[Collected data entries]
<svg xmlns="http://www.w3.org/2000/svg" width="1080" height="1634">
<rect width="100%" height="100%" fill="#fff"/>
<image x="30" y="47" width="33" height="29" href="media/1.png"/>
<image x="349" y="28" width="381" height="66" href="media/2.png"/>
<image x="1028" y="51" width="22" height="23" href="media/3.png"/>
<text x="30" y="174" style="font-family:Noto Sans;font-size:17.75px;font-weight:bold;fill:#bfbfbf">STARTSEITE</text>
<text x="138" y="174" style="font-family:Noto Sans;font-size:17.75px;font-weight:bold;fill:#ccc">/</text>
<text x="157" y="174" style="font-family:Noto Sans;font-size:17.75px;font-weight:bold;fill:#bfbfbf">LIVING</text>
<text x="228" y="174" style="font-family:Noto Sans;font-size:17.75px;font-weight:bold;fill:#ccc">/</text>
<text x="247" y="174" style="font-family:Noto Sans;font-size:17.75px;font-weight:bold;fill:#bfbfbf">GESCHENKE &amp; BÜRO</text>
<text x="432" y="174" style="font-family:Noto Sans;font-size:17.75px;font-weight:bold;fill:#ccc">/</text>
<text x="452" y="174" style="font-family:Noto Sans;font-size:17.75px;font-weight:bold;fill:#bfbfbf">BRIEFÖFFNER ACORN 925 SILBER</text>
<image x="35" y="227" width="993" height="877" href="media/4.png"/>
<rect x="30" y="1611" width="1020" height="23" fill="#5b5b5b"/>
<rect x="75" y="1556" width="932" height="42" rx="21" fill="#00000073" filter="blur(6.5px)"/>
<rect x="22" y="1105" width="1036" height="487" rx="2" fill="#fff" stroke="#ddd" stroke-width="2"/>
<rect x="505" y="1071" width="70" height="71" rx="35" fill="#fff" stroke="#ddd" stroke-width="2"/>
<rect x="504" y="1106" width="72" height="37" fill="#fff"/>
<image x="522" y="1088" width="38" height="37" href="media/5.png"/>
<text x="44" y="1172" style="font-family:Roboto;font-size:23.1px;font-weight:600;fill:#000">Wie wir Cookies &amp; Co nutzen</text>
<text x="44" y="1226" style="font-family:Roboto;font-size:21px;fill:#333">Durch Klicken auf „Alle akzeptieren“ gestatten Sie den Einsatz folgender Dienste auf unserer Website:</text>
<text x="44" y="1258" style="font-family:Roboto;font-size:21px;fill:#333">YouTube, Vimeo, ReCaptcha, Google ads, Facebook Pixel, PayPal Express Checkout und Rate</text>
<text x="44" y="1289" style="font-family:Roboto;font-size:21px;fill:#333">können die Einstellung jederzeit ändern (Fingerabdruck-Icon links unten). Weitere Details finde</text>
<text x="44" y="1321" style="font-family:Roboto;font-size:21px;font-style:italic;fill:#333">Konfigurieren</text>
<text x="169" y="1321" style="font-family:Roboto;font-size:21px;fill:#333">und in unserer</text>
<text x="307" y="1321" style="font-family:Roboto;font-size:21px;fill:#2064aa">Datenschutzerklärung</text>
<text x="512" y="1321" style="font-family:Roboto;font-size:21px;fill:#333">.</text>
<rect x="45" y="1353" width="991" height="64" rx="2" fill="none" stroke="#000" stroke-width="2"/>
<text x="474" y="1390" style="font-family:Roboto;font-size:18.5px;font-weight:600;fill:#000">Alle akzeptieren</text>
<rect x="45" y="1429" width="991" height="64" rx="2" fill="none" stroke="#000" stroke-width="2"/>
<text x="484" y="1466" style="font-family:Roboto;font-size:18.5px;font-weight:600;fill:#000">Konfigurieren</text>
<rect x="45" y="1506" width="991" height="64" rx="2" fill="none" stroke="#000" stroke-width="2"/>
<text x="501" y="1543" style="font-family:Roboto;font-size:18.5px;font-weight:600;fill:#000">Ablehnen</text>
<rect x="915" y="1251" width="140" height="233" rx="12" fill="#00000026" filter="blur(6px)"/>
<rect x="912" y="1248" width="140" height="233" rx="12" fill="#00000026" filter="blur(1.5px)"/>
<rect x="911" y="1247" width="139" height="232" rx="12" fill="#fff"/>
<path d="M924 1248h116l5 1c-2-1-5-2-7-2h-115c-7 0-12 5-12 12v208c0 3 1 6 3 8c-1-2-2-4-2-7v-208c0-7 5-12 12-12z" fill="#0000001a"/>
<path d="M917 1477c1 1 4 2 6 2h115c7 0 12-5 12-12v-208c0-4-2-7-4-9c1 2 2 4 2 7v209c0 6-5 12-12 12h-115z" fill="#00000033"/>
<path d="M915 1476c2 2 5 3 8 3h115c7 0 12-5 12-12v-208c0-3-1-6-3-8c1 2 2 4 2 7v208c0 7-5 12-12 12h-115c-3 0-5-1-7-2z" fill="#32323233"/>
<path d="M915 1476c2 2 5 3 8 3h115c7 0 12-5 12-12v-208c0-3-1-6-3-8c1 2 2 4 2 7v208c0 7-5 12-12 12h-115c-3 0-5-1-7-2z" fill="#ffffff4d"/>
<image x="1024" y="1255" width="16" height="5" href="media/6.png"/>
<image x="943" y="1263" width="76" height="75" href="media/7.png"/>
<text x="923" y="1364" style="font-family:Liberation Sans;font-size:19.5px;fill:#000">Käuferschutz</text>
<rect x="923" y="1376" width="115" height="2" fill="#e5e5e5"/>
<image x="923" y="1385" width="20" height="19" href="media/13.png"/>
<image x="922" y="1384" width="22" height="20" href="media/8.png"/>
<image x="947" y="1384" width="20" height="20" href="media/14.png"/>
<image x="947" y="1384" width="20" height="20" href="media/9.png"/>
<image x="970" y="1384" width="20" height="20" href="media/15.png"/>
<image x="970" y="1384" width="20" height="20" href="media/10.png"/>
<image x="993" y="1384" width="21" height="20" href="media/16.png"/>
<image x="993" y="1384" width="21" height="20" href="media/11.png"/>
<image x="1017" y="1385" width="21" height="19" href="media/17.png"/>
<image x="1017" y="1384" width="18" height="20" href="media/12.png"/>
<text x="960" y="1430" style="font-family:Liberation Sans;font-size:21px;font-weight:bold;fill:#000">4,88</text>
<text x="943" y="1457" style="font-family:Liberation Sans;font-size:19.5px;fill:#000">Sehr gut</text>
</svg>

--

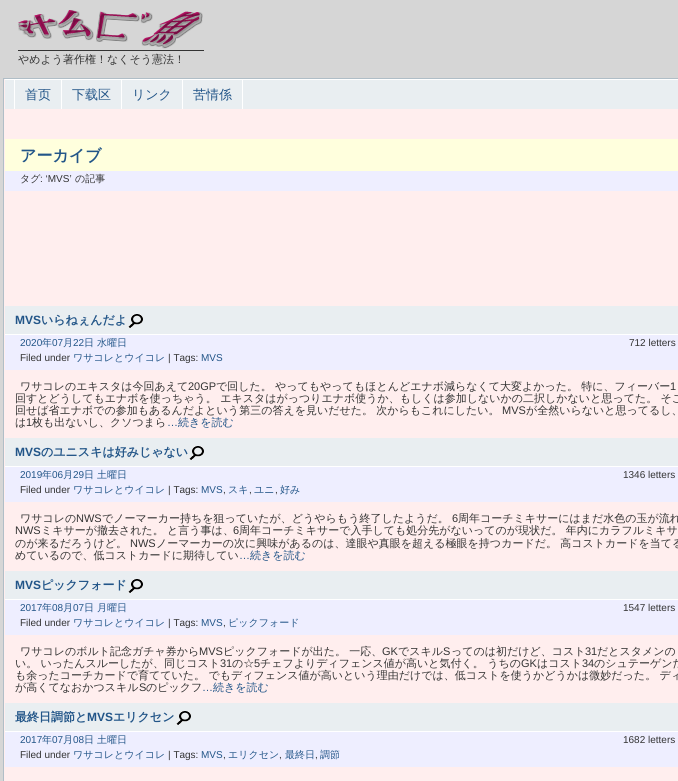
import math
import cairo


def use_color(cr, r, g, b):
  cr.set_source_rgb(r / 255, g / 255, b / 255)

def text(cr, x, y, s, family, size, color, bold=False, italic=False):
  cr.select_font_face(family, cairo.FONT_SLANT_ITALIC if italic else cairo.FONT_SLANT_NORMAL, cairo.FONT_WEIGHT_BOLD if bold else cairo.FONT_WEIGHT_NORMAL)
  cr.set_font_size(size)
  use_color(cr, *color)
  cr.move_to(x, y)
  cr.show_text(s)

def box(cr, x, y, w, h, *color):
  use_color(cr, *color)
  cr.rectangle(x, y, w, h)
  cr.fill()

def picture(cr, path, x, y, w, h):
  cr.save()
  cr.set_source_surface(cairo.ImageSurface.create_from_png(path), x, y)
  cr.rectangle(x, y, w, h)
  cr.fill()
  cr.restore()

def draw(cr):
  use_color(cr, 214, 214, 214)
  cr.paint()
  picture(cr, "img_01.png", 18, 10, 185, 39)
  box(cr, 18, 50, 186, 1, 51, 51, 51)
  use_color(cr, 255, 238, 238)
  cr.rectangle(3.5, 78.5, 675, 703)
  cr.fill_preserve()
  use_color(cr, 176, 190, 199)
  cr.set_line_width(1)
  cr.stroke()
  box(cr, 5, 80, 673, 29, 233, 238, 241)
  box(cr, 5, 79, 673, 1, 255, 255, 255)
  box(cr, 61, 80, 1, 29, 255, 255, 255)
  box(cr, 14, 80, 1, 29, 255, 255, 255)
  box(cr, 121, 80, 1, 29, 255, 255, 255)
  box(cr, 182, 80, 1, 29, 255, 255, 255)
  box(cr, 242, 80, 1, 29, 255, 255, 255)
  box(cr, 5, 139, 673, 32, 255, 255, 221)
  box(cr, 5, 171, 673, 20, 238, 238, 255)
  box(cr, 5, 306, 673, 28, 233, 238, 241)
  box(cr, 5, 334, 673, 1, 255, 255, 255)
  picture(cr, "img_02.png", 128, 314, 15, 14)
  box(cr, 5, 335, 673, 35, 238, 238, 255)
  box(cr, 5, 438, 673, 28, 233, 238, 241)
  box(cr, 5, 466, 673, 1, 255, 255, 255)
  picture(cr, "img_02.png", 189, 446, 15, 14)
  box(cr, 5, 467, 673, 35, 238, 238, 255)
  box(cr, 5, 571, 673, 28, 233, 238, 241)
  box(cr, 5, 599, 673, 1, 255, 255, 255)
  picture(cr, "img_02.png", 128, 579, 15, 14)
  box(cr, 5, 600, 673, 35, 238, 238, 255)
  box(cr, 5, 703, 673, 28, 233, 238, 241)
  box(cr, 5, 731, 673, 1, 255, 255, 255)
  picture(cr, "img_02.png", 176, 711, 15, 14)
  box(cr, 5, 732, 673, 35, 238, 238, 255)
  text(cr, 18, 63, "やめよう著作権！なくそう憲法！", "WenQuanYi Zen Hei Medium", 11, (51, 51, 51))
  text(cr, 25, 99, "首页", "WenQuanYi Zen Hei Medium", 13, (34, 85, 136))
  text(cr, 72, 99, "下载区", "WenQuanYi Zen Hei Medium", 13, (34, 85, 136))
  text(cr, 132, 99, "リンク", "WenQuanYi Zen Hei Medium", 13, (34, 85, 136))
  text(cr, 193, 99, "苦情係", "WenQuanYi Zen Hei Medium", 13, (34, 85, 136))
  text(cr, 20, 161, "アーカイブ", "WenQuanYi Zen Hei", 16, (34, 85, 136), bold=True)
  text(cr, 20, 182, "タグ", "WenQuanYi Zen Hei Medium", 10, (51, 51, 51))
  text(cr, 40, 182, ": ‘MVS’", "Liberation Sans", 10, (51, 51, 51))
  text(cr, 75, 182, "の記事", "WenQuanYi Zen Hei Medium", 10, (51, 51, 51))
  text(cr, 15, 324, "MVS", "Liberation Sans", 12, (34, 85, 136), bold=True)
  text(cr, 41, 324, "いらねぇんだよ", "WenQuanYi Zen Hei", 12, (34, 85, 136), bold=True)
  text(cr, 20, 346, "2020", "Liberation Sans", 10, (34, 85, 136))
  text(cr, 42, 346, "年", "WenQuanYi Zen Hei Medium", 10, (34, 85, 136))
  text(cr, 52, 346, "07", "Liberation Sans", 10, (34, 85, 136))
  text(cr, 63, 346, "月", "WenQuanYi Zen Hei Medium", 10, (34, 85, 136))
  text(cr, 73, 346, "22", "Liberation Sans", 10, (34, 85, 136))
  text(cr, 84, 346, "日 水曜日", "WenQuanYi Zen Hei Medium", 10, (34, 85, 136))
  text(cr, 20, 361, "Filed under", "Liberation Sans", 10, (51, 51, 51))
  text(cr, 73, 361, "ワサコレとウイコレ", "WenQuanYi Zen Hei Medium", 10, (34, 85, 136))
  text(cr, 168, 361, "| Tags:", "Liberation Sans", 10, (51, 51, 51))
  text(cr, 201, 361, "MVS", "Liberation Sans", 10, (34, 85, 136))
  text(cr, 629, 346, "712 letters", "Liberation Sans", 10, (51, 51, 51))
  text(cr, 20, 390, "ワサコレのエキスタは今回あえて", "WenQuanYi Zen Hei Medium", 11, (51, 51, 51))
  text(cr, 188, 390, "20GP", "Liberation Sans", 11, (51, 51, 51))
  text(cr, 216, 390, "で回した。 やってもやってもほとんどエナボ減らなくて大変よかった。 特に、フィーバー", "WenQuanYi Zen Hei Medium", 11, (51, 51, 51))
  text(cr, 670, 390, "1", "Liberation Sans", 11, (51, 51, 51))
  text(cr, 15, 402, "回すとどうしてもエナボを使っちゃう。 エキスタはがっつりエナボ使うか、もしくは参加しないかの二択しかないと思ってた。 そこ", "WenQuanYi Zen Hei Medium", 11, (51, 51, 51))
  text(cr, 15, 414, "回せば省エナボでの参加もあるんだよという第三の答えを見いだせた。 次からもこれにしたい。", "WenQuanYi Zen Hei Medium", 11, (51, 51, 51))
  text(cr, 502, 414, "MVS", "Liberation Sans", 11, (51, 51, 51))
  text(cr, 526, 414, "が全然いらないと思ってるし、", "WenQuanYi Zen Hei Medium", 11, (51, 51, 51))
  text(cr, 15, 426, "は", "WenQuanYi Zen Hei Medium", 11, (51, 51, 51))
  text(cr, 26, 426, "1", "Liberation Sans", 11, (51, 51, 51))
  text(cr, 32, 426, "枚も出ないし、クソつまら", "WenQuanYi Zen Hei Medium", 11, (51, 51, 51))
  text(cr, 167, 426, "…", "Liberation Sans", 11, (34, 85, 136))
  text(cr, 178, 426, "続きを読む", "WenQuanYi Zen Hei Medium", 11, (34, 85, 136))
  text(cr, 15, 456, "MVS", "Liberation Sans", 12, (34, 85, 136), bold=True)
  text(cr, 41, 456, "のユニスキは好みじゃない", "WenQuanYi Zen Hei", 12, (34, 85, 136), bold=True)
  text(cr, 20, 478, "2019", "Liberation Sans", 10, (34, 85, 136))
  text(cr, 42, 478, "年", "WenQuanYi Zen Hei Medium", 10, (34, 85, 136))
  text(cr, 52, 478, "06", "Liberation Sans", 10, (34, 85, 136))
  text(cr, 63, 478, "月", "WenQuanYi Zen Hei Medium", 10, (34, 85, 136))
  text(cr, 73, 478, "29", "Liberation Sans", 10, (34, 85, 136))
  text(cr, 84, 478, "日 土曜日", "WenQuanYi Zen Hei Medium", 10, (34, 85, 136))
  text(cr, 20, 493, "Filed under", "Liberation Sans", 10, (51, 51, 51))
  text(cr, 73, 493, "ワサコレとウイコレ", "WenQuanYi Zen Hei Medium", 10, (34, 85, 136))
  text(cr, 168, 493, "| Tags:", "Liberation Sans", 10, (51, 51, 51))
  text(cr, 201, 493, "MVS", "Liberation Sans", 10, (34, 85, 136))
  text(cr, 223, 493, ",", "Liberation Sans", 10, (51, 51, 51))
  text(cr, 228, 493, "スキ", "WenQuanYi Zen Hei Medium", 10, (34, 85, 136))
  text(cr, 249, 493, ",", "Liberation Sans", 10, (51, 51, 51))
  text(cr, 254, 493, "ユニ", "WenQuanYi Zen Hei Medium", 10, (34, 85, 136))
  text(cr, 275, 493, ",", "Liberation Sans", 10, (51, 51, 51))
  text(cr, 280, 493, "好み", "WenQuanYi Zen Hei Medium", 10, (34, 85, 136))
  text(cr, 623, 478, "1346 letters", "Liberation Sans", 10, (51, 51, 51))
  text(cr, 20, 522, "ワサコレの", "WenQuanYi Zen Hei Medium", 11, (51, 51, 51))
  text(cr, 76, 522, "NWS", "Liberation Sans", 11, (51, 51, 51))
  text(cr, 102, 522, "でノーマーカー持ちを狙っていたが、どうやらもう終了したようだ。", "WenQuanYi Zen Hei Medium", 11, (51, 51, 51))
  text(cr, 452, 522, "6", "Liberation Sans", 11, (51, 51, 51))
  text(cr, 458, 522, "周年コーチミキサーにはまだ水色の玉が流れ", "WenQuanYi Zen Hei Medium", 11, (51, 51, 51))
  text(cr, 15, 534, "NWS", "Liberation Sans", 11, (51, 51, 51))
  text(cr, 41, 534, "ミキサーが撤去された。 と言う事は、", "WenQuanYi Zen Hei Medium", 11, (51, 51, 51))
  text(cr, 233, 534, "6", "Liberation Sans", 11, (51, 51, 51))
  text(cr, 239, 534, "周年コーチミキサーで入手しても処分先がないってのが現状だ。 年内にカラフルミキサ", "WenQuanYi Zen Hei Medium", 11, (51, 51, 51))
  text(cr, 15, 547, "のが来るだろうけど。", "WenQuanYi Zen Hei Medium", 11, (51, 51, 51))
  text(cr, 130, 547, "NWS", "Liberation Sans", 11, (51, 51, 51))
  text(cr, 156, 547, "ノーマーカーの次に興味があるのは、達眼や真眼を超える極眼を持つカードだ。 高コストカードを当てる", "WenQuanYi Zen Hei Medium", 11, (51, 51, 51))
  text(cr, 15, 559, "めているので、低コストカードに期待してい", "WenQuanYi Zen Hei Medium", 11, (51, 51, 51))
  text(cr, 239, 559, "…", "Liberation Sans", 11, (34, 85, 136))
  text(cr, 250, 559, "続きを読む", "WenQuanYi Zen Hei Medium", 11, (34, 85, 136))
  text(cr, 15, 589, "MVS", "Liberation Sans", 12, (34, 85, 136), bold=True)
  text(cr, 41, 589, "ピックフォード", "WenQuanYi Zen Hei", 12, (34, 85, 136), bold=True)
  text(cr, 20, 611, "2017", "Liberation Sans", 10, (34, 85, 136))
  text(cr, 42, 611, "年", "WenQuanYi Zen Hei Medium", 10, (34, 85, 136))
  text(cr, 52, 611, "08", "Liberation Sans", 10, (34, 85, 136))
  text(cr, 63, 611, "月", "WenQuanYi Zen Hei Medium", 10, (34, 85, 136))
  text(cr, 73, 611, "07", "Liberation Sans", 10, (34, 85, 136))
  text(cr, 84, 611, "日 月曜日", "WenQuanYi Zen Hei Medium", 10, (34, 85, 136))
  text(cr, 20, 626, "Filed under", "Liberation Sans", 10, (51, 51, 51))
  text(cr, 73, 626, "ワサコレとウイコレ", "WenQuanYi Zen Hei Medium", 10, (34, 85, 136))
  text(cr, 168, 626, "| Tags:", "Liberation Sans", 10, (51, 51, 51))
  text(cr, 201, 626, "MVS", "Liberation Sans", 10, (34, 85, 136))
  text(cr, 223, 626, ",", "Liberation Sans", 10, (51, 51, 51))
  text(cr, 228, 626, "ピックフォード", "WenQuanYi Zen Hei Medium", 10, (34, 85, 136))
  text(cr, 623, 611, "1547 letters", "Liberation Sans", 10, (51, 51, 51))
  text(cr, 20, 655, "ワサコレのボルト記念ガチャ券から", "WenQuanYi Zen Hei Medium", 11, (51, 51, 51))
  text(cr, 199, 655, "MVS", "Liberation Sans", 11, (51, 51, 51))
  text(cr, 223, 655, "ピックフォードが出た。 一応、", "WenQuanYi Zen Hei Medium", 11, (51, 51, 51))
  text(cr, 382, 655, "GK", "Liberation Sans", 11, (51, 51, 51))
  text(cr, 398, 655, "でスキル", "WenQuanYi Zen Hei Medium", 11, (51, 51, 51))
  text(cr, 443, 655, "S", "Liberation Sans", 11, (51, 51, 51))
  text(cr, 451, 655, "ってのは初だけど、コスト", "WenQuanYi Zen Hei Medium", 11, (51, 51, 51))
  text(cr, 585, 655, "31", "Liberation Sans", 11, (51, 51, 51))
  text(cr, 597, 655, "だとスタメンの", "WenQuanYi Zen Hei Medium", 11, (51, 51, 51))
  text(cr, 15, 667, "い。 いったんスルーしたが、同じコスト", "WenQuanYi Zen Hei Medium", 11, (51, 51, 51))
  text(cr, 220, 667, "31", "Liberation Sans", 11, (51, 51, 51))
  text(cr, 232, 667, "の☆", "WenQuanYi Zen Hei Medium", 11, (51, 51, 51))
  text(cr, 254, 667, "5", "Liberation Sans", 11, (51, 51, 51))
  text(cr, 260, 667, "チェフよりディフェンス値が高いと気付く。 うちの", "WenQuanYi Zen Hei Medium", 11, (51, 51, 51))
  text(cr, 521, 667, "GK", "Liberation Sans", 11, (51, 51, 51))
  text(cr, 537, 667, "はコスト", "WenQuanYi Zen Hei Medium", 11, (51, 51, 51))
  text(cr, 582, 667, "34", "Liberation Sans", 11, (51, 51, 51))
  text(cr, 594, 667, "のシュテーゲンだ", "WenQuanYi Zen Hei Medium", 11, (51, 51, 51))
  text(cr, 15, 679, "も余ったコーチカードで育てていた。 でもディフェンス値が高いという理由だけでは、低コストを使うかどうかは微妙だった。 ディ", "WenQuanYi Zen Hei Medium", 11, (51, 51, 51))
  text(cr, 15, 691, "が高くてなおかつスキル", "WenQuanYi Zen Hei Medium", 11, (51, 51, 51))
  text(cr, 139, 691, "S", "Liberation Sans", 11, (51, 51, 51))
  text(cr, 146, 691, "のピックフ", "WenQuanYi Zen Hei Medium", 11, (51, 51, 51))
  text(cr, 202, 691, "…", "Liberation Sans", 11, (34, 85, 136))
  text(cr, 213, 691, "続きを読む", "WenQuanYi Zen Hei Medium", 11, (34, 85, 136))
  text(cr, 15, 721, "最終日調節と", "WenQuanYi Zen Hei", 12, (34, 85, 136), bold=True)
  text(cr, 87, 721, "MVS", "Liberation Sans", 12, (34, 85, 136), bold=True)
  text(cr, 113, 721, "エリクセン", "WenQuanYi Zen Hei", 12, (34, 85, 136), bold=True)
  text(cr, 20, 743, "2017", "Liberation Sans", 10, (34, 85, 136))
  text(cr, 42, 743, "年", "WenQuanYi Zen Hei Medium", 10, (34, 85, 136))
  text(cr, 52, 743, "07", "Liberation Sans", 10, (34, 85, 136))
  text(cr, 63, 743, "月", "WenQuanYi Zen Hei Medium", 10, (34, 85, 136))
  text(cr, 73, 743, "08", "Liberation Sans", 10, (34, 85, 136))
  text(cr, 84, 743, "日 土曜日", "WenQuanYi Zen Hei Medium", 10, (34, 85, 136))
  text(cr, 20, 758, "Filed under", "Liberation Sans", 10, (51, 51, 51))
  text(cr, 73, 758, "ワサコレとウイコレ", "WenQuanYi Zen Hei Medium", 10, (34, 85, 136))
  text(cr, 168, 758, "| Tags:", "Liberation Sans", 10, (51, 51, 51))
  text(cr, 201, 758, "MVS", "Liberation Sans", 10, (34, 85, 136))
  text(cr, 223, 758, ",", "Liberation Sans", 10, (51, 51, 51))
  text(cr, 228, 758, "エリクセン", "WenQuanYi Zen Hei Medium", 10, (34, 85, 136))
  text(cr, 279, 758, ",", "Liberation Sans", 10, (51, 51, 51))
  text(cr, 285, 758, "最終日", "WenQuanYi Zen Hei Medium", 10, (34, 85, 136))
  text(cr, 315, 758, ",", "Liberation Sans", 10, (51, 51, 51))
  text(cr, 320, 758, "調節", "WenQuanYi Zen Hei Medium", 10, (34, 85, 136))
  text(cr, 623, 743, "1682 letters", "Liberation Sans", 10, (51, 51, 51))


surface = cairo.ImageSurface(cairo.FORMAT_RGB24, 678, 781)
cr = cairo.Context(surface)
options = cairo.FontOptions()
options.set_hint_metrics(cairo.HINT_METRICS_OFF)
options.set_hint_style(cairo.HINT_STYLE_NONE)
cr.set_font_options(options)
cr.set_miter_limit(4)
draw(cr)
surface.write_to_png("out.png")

→ What to work on
Would you filter the records and copy each line that contains the word "ImageSurface"?

→ Written response
  cr.set_source_surface(cairo.ImageSurface.create_from_png(path), x, y)
surface = cairo.ImageSurface(cairo.FORMAT_RGB24, 678, 781)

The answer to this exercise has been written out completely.